Human Error in Software Development and Inspection

Ray Panko's Human Error Website

Synopsis

Professional programmers are taught that they will make errors. In fact, data from over 10,000 code inspections in industry suggests that they will make undetected errors in 2% to 5% of all lines of code at the end of module development. This knowledge has lead to extensive testing in commercial software development. In commercial software development, testing consumes between a quarter and half of all development resources [Jones 1998, Kimberland 2004], and this does not even count rework by developers.

There are several types of testing for software. One is code inspection, in which a team of software engineers examines a module of code to identify errors. This work is done in teams because individual inspectors only find a minority of all errors in a module. Even teams typically find about 60% to 75% of the errors in a module.

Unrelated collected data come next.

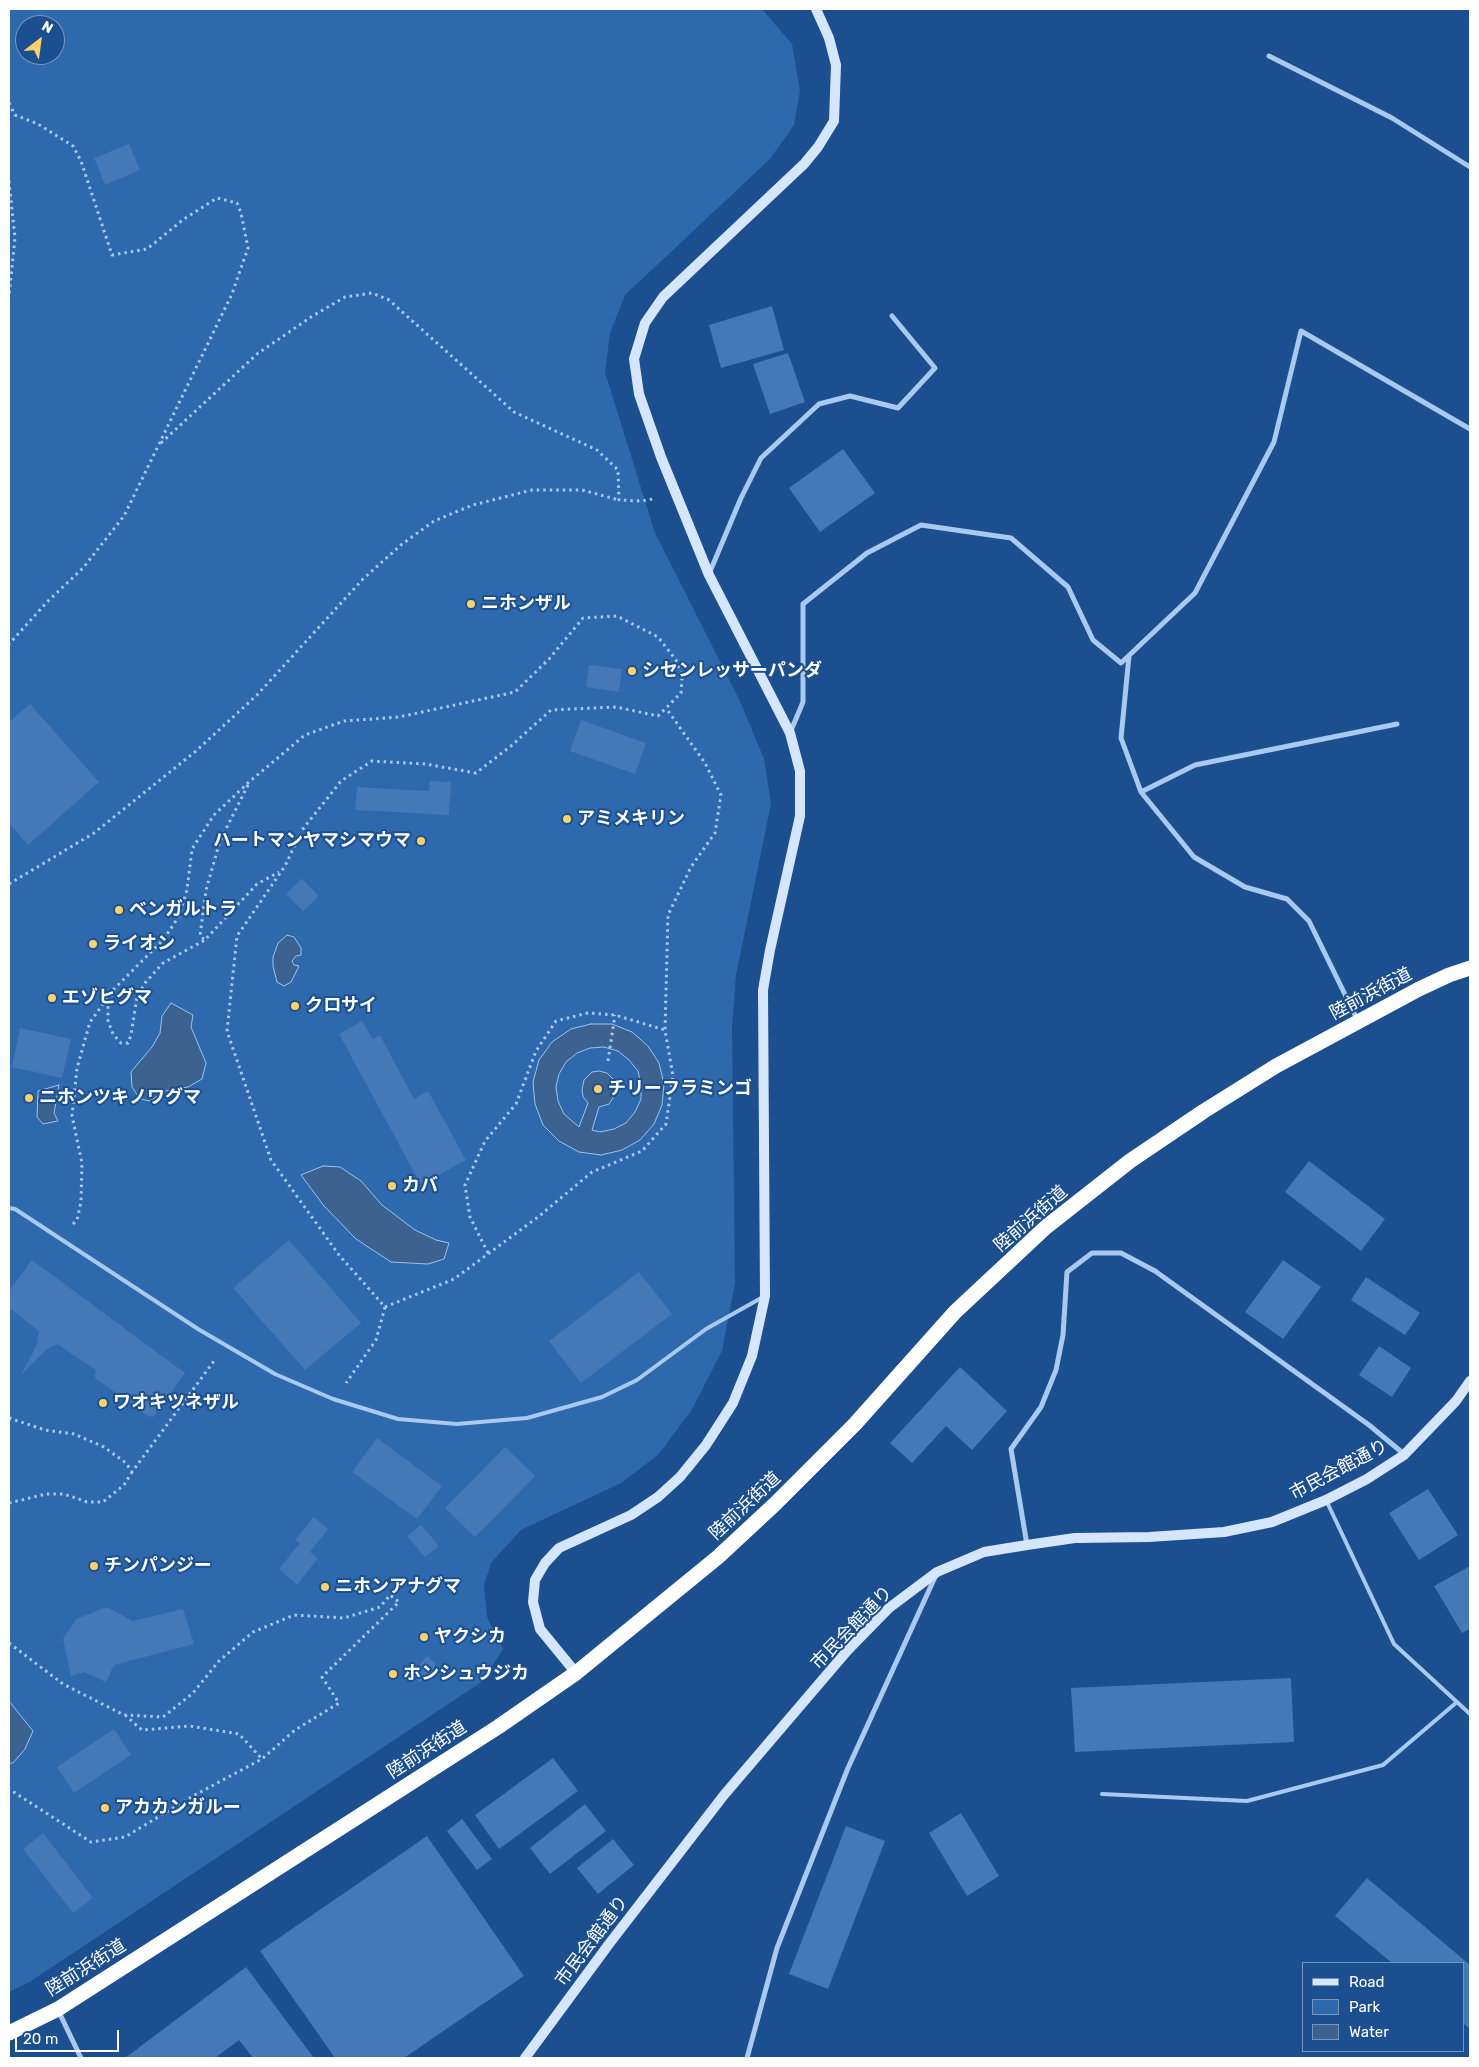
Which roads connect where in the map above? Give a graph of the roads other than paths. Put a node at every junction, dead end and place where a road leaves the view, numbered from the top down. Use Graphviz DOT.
graph roads {
  1 [pos="816,9"];
  2 [pos="1269,56"];
  3 [pos="1470,167"];
  4 [pos="892,316"];
  5 [pos="1470,429"];
  6 [pos="709,575"];
  7 [pos="1129,656"];
  8 [pos="1397,724"];
  9 [pos="790,733"];
  10 [pos="1141,792"];
  11 [pos="1470,968"];
  12 [pos="1358,1021"];
  13 [pos="9,1208"];
  14 [pos="765,1296"];
  15 [pos="1470,1381"];
  16 [pos="1404,1455"];
  17 [pos="1326,1500"];
  18 [pos="1027,1545"];
  19 [pos="937,1572"];
  20 [pos="576,1673"];
  21 [pos="1457,1702"];
  22 [pos="1470,1714"];
  23 [pos="1102,1794"];
  24 [pos="58,2009"];
  25 [pos="9,2033"];
  26 [pos="82,2058"];
  27 [pos="526,2058"];
  28 [pos="747,2058"];
  1 -- 6 [label="street"];
  2 -- 3 [label="street"];
  4 -- 6 [label="street"];
  5 -- 7 [label="street"];
  6 -- 9 [label="street"];
  7 -- 9 [label="street"];
  7 -- 10 [label="street"];
  8 -- 10 [label="street"];
  9 -- 14 [label="street"];
  10 -- 12 [label="street"];
  11 -- 12 [label="highway, 陸前浜街道"];
  12 -- 20 [label="highway, 陸前浜街道"];
  13 -- 14 [label="lane"];
  14 -- 20 [label="street"];
  15 -- 16 [label="street, 市民会館通り"];
  16 -- 17 [label="street, 市民会館通り"];
  16 -- 18 [label="street"];
  17 -- 18 [label="street, 市民会館通り"];
  17 -- 21 [label="lane"];
  18 -- 19 [label="street, 市民会館通り"];
  19 -- 27 [label="street, 市民会館通り"];
  19 -- 28 [label="street"];
  20 -- 24 [label="highway, 陸前浜街道"];
  21 -- 22 [label="lane"];
  21 -- 23 [label="lane"];
  24 -- 25 [label="highway, 陸前浜街道"];
  24 -- 26 [label="street"];
}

Consequently, there are multiple rounds of testing during commercial software testing. By the time the product is delivered, the error rate is slashed but never eliminated. Putnam & Myers [1992] surveyed data from 1486 projects involving 117 million lines of code and written in 78 languages. Faults per line of code at final inspection, after unit testing of individual pieces. The error rate at final inspection was 0.1% to 0.3%.

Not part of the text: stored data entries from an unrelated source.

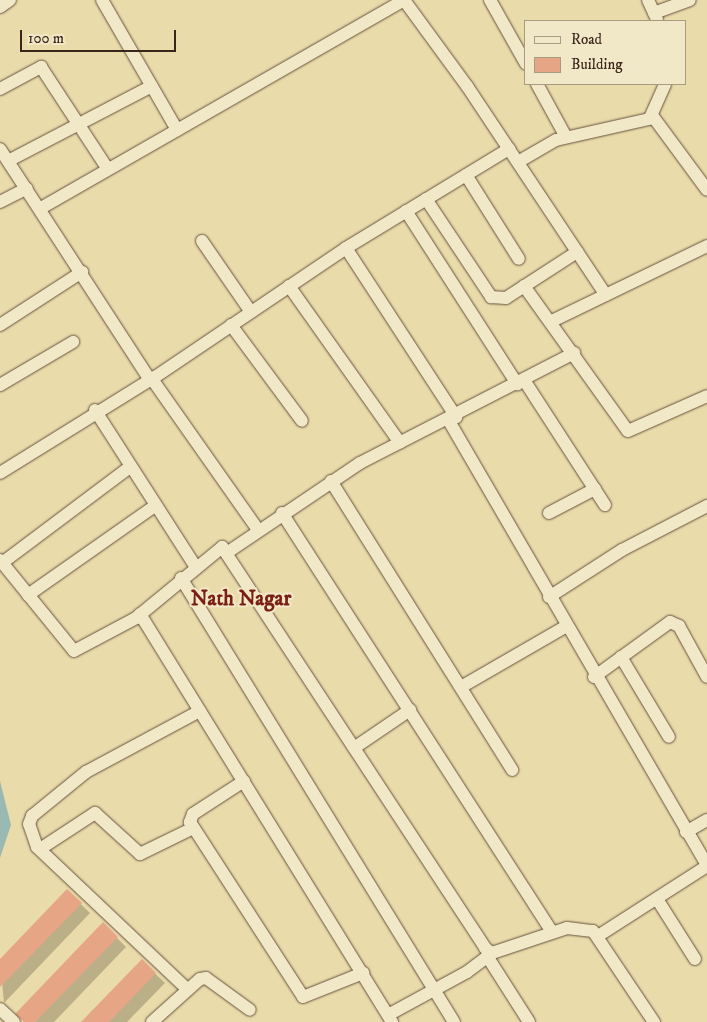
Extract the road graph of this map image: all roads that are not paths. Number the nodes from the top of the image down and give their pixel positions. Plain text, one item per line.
1 (10, 0) edge
2 (102, 0) edge
3 (404, 0) edge
4 (490, 0) edge
5 (648, 0) edge
6 (690, 0) edge
7 (0, 7) edge
8 (656, 17) edge
9 (524, 60) edge
10 (538, 85) edge
11 (665, 85) edge
12 (152, 86) junction
13 (0, 89) edge
14 (650, 118) junction
15 (79, 123) junction
16 (177, 130) junction
17 (566, 136) junction
18 (509, 149) junction
19 (4, 158) edge
20 (518, 162) junction
21 (107, 168) junction
22 (466, 175) junction
23 (27, 188) junction
24 (707, 190) edge
25 (426, 199) junction
26 (0, 202) edge
27 (41, 208) junction
28 (406, 211) junction
29 (202, 241) dead end
30 (707, 246) edge
31 (346, 248) junction
32 (578, 252) junction
33 (519, 258) dead end
34 (82, 272) junction
35 (289, 286) junction
36 (524, 286) junction
37 (606, 295) junction
38 (251, 312) junction
39 (552, 322) junction
40 (0, 324) edge
41 (232, 325) junction
42 (73, 342) dead end
43 (574, 353) junction
44 (151, 379) junction
45 (521, 382) junction
46 (0, 385) edge
47 (707, 396) edge
48 (96, 410) junction
49 (453, 419) junction
50 (302, 421) dead end
51 (400, 443) junction
52 (131, 466) junction
53 (2, 468) edge
54 (331, 481) junction
55 (595, 489) junction
56 (156, 505) junction
57 (605, 505) dead end
58 (707, 506) edge
59 (282, 513) junction
60 (549, 513) dead end
61 (258, 530) junction
62 (228, 552) junction
63 (1, 562) edge
64 (195, 566) junction
65 (181, 578) junction
66 (28, 595) junction
67 (549, 597) junction
68 (140, 614) junction
69 (565, 627) junction
70 (621, 657) junction
71 (594, 677) junction
72 (707, 677) edge
73 (461, 687) junction
74 (410, 710) junction
75 (200, 711) junction
76 (669, 737) dead end
77 (354, 748) junction
78 (512, 770) dead end
79 (244, 781) junction
80 (707, 820) edge
81 (193, 828) junction
82 (686, 832) junction
83 (40, 849) junction
84 (707, 866) edge
85 (657, 899) junction
86 (551, 931) junction
87 (598, 936) junction
88 (490, 954) junction
89 (695, 959) dead end
90 (363, 973) junction
91 (186, 988) junction
92 (432, 991) junction
93 (0, 1009) edge
94 (250, 1010) dead end
95 (390, 1019) edge
96 (14, 1022) edge
97 (152, 1022) edge
98 (454, 1022) edge
99 (529, 1022) edge
100 (654, 1022) edge

1 - 7 street
2 - 12 street
3 - 16 street
3 - 18 street
4 - 9 street
5 - 8 street
6 - 8 street
10 - 17 street
11 - 14 street
12 - 15 street
12 - 16 street
13 - 15 street
14 - 17 street
14 - 24 street
15 - 19 street
15 - 21 street
16 - 21 street
17 - 20 street
18 - 20 street
18 - 22 street
19 - 23 street
20 - 32 street
21 - 27 street
22 - 25 street
22 - 33 street
23 - 26 street
23 - 27 street
25 - 28 street
25 - 36 street
27 - 34 street
28 - 31 street
28 - 45 street
29 - 38 street
30 - 37 street
31 - 35 street
31 - 49 street
32 - 36 street
32 - 37 street
34 - 40 street
34 - 44 street
35 - 38 street
35 - 51 street
36 - 39 street
37 - 39 street
38 - 41 street
39 - 43 street
41 - 44 street
41 - 50 street
42 - 46 street
43 - 45 street
43 - 47 street
44 - 48 street
44 - 61 street
45 - 49 street
45 - 55 street
48 - 52 street
48 - 53 street
49 - 51 street
49 - 67 street
51 - 54 street
52 - 56 street
52 - 63 street
54 - 59 street
54 - 73 street
55 - 57 street
55 - 60 street
56 - 64 street
56 - 66 street
58 - 67 street
59 - 61 street
59 - 74 street
61 - 62 street
62 - 64 street
62 - 77 street
63 - 66 street
64 - 65 street
65 - 68 street
65 - 92 street
66 - 68 street
67 - 69 street
68 - 75 street
69 - 71 street
69 - 73 street
70 - 71 street
70 - 72 street
70 - 76 street
71 - 82 street
73 - 78 street
74 - 77 street
74 - 86 street
75 - 79 street
75 - 83 street
77 - 88 street
79 - 81 street
79 - 90 street
80 - 82 street
81 - 83 street
81 - 90 street
82 - 84 street
83 - 91 street
84 - 85 street
85 - 87 street
85 - 89 street
86 - 87 street
86 - 88 street
87 - 100 street
88 - 92 street
88 - 99 street
90 - 95 street
91 - 94 street
91 - 97 street
92 - 95 street
92 - 98 street
93 - 96 street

Errors at the Module Level

One early lesson in software development is that testing cannot be delayed until the end of development. It must be done at each step. The first testing phase is unit testing. This is done after a module is created by the developer and is completed to his or her satisfaction. This is when code inspection by a team of developers and testers.

Code inspection using the Fagan (1976 1986) has the tenet that overall results should be reported from code inspections. Although this is not universally done, it is done often enough to produce data on tens of thousands of real-world code inspection. There is nothing like this in any other field. Table 1 shows results from four large studies that collectively involved about 10,000 code inspections in commercial software development firms.

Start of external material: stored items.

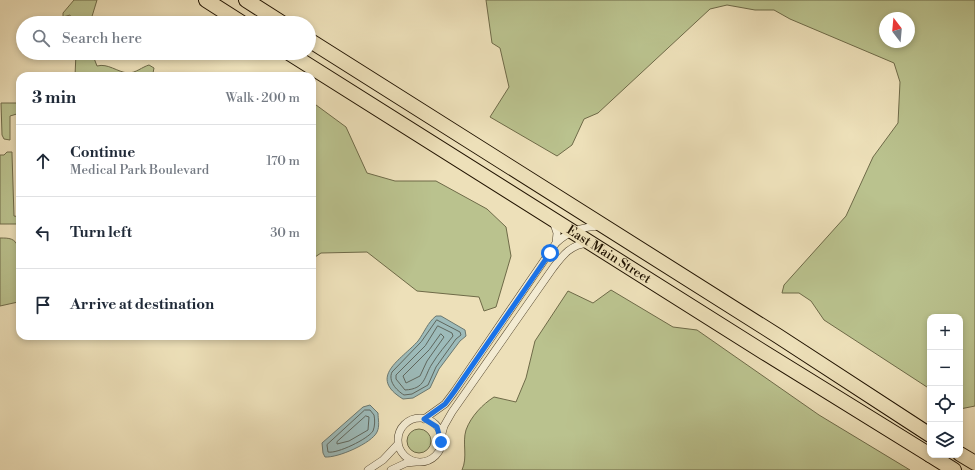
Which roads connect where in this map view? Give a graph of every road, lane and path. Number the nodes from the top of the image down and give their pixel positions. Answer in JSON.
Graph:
{"nodes":[{"id":1,"x":206,"y":0,"type":"edge"},
{"id":2,"x":246,"y":0,"type":"edge"},
{"id":3,"x":231,"y":16,"type":"edge"},
{"id":4,"x":271,"y":16,"type":"edge"},
{"id":5,"x":316,"y":44,"type":"edge"},
{"id":6,"x":301,"y":60,"type":"edge"},
{"id":7,"x":553,"y":219,"type":"junction"},
{"id":8,"x":603,"y":226,"type":"junction"},
{"id":9,"x":572,"y":231,"type":"junction"},
{"id":10,"x":556,"y":243,"type":"junction"},
{"id":11,"x":590,"y":243,"type":"junction"},
{"id":12,"x":424,"y":419,"type":"junction"},
{"id":13,"x":927,"y":433,"type":"edge"},
{"id":14,"x":441,"y":437,"type":"junction"},
{"id":15,"x":398,"y":444,"type":"junction"},
{"id":16,"x":927,"y":453,"type":"edge"},
{"id":17,"x":963,"y":456,"type":"edge"},
{"id":18,"x":935,"y":458,"type":"edge"},
{"id":19,"x":416,"y":462,"type":"junction"},
{"id":20,"x":975,"y":463,"type":"edge"},
{"id":21,"x":368,"y":470,"type":"edge"},
{"id":22,"x":391,"y":470,"type":"edge"},
{"id":23,"x":954,"y":470,"type":"edge"}],
"edges":[{"from":1,"to":3,"type":"highway"},
{"from":2,"to":4,"type":"highway"},
{"from":5,"to":8,"type":"highway","name":"East Main Street"},
{"from":6,"to":7,"type":"highway","name":"East Main Street"},
{"from":7,"to":9,"type":"highway","name":"East Main Street"},
{"from":7,"to":10,"type":"street"},
{"from":8,"to":9,"type":"street"},
{"from":8,"to":13,"type":"highway","name":"East Main Street"},
{"from":9,"to":10,"type":"street"},
{"from":9,"to":11,"type":"highway","name":"East Main Street"},
{"from":10,"to":12,"type":"street"},
{"from":11,"to":14,"type":"street"},
{"from":11,"to":16,"type":"highway","name":"East Main Street"},
{"from":12,"to":14,"type":"street"},
{"from":12,"to":15,"type":"street"},
{"from":14,"to":19,"type":"street"},
{"from":15,"to":19,"type":"street"},
{"from":15,"to":21,"type":"street"},
{"from":17,"to":20,"type":"highway"},
{"from":18,"to":23,"type":"highway","name":"East Main Street"},
{"from":19,"to":22,"type":"street"}]}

Table 1: Code Inspection Corpuses during Unit Testing for Commercial Vendor Programs

Study	Description	Error Rate	Adjusted	Residual
Weller (1993)	More than 6,000 code inspections in industry, per line of code	1.9%	2.7%	0.8%
O'Neill [1994]	Writing a software statement. National Software Quality Experiment	2.0%	2.9%	0.9%
Cohen [2006]	Writing a software statement. 2,500 inspections at Cisco Systems	3.2%	4.6%	1.4%
Graden & Horsley [1986]	Writing a software statement. ATT. 2.5 million lines of code over 8 software releases	3.7%	5.3%	1.6%

Measured error rates indicate that there are about 2% to 4% of all lines of code. However, although code inspections typically uses teams of three to eight, they still only catch about 60% to 75% of the errors in a software module at unit testing. To appreciate this, the "adjusted" column indicates the likely true error rate average if code inspection catches 70% of the errors. This indicates that the actual error density is 3% to 5%. Looked at another way, a 70% detection rate indicates that there are still errors in about 1% of all lines of code after unit testing.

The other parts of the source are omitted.